The proposed rules would add a new table (under Item 402(v)) to the executive compensation disclosures required under Regulation S-K in proxy and information statements. This Pay Versus Performance table would require disclosure of (i) CEO total compensation as reported in the Summary Compensation Table (the “SCT”), (ii) CEO actual compensation, (iii) average compensation of all NEOs (excluding the CEO) as reported in the SCT, (iv) average actual compensation paid to all NEOs (excluding the CEO), (v) total shareholder return (“TSR”) and (vi) peer group TSR. The “actual compensation” amounts required to be reported would not include the actuarial value of pension benefits not earned in the applicable fiscal year and would include the fair value of equity awards at vesting (rather than grant). Companies would be required to footnote each amount deducted from and added to the total compensation numbers as reported in the SCT to achieve the “actual compensation” figures reported in this table. The peer group would be required to be either the peer group used in a company’s proxy Compensation Disclosure & Analysis (“CD&A”) or the peer group used in the five-year stock performance graph (under Section 201(e) of Regulation S-K).

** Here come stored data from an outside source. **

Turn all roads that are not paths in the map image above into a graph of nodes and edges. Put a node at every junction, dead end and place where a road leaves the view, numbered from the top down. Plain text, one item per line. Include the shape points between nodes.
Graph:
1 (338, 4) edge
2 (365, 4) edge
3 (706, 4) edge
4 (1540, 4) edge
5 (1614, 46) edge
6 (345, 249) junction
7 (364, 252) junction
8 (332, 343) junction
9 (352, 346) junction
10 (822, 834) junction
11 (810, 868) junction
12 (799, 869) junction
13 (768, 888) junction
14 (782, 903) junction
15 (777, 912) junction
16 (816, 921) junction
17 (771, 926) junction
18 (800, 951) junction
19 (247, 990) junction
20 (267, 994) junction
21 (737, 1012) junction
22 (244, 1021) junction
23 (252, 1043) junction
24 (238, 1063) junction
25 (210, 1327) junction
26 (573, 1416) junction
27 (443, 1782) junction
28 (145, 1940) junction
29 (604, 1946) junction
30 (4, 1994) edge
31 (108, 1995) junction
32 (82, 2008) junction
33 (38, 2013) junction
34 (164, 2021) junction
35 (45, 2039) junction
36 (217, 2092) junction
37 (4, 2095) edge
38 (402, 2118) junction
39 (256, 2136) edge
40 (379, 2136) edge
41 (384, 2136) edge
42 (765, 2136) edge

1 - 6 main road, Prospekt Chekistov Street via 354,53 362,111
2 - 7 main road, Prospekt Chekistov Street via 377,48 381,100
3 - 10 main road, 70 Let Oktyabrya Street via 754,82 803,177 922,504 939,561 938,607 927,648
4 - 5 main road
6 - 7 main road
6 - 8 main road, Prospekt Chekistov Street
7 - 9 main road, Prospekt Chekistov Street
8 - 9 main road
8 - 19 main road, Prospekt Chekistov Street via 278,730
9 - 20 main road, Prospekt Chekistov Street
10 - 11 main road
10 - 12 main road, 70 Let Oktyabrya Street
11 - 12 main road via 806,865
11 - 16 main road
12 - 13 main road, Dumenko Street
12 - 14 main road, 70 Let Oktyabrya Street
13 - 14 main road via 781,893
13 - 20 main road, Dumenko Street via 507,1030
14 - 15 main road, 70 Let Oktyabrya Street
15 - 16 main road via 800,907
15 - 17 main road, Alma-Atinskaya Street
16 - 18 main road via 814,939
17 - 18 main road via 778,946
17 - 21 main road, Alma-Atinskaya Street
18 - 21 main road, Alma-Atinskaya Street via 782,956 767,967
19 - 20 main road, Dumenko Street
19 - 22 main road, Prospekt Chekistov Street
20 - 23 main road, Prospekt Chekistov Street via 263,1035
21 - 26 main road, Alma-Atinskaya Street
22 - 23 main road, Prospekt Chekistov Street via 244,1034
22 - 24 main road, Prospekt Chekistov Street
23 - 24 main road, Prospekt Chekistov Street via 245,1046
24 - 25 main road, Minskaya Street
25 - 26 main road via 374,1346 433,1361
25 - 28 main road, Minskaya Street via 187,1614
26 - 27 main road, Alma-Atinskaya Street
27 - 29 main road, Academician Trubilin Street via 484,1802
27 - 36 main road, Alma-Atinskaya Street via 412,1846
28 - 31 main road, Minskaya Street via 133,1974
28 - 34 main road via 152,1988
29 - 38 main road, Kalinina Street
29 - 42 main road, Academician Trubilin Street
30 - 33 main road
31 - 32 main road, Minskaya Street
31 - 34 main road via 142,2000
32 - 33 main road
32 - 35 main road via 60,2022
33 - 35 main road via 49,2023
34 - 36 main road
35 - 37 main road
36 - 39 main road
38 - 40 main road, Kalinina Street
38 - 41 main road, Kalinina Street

A sample Pay Versus Performance table as proposed by the SEC is below:

Pay Versus Performance

Click here to view the table.

In addition to tabular disclosures, the proposed rules would also require companies to describe (i) the relationship between executive compensation actually paid and company TSR and (ii) the relationship of the company’s TSR to that of a peer group. These disclosures would follow the Pay Versus Performance table and could be in narrative or graphic form (or a combination thereof).

The SEC has not proposed a specific location for these new disclosures but suggests that the CD&A may be appropriate; however, they note such inclusion may suggest that the company considered the pay-for-performance relationship, which may not be the case, so companies should carefully consider the implications of where the disclosure appears in their proxy statements.

As presently drafted, the Item 402(v) disclosures would be required for the past five fiscal years. However, a transition period would allow companies to only disclose three years’ worth of data in their first year of reporting, and add an additional year of disclosure in each of the next two years, until a total of five year historical data is provided. Smaller reporting companies would only be required to report data for the previous three fiscal years and would be given a one year phase-in period in which they only need to report data for the past two fiscal years. In addition, smaller reporting companies would not be required to disclose peer group TSR or any amounts related to pensions for purposes of disclosed actual compensation amounts. As proposed, Item 402(v) disclosures would be required to be tagged using the eXtensible Business Reporting Language (XBRL) format.

Considerations

Companies should consider their CEO and NEO compensation in light of the upcoming disclosure requirements. In particular, companies should begin to analyze why and how their SCT reported compensation could vary from the actual compensation reported in the Pay Versus Performance table. As the SEC may adopt changes to the proposed rules before declaring them final and it is unknown when these rules will take effect, companies should closely monitor SEC rulemaking for adoption of final rules.